Artık güneşin pencereme vurmadığı sabahlara uyanıyordum. Hiç kimseye yaşadıklarımı anlatmadım, anlatamazdım. Bu sırı, bu kirliliği kendimle beraber mezara götürmek istedim. Ama yapamadım.Beni, benim içimdeki ikinci canım ispiyonladı.
Yaşanan olayın üzerimdeki etkisini ne kadar içimden atmaya çalıştıysam atamadım. Hayatımın değiştiğini bana bakan gözlerden anlıyordum. Bir ben biliyordum tüm yaşananları birde ismini anmak istemediğim...
Sanki herkes kınayan gözlerle bakıyor, kirlendiğimi biliyorlarmış gibi hissediyordum.
Rutin hayatımın seyir hali değişmişti; her zaman yorgun ve bitkindim. Öyle ki çok sevdiğim yemeklerden tiksinti duymaya başladım. Aşırı mide bulantıları geçiriyordum.
Annemin bana olan merhameti sayesinde hayatımın en zor günlerini yaşamaya başlayacaktım. Mide bulantılarım artmıştı. Annem daha fazla dayanamadı, beni hastaneye götürdü.
Keşke o an Allah canımı alsaydı. Beni bu dünyanın pisliğinden, kirliliğinden kurtarsaydı diye çok dua ettim.
Doktor, annemle odadaydı, benim dışarı çıkmamı istemişti. Annem ağlayarak çıktı odadan. Yanına koştum. Bana hem öfkeli hem merhametli gözlerle bakıyordu. Kötü bir hastalığım mı var diye düşündüm. Konuşmadı ellerimden tutu eve kadar öfkesini içinde biriktirdi ama göz yaşlarına hakim olamıyordu.
Varlığından bihaber olduğum içimde ki ispiyoncumu öğrenmiştim.Annemin çırpınışları, tek kelime etmeden, sadece ağlaması benim sadece gözlerimle onu takip etmem, tepkisizdim.
Bu kez benim çırpışlarım başlamıştı. Bir güvercinin çırpınarak can vermesi gibi... Çırpınışlarım sonunda bende can verecektim. Bedenen değil ama ruhen ölü olacaktım.
Anneme tüm olan biteni anlattım. Kendini suçlu buluyordu. Beni o caniyle yalnız bıraktığı için. En büyük zorluk bunu nasıl açıklayacaktık.
Ben hamileydim. Karnım büyüyecek ve herkes bunun farkına varacaktı.

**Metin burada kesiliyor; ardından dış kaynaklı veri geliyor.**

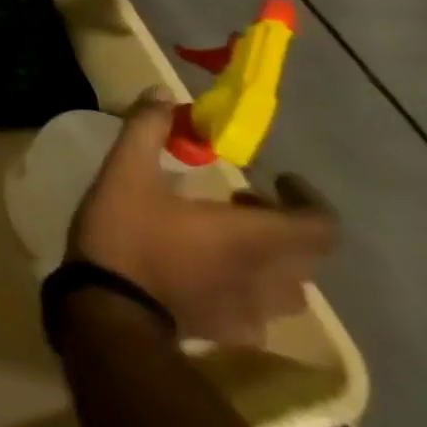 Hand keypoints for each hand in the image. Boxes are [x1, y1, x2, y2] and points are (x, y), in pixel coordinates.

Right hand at [67, 88, 337, 344]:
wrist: (106, 310)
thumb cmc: (125, 234)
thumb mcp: (125, 171)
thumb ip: (146, 129)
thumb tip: (162, 93)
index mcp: (253, 237)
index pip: (320, 226)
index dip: (310, 200)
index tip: (279, 180)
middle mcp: (266, 278)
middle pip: (307, 257)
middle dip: (284, 225)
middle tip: (245, 204)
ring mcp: (250, 312)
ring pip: (287, 289)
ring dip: (271, 261)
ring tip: (231, 243)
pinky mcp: (227, 333)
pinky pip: (257, 314)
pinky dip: (246, 292)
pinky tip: (208, 280)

Hastayım bahanesiyle okula gitmemiştim. Odamdan, yatağımdan hiç çıkmadım.
Babamın bağırışları, evin tüm odalarına yayılmıştı. Yatağımda yorganı başıma çekmiş, korkarak bekliyordum. Babamın sesi kesilmişti. Odamın kapısı açıldı.Annem babam ve ağabeyimin amcamlara gittiğini söyledi. Rahatlamıştım. Babamın bana inandığı bu durumda bile beni mutlu etmişti.
Sonra ne oldu merak ediyor musun sevgili günlük? Bilmediğim bir şehirde annemden, arkadaşlarımdan ve okulumdan uzakbeni diri bir bedene ölü olarak gömen o cani adamla evlendirildim. Tek suçum ne biliyor musun? Kadın olarak doğmam.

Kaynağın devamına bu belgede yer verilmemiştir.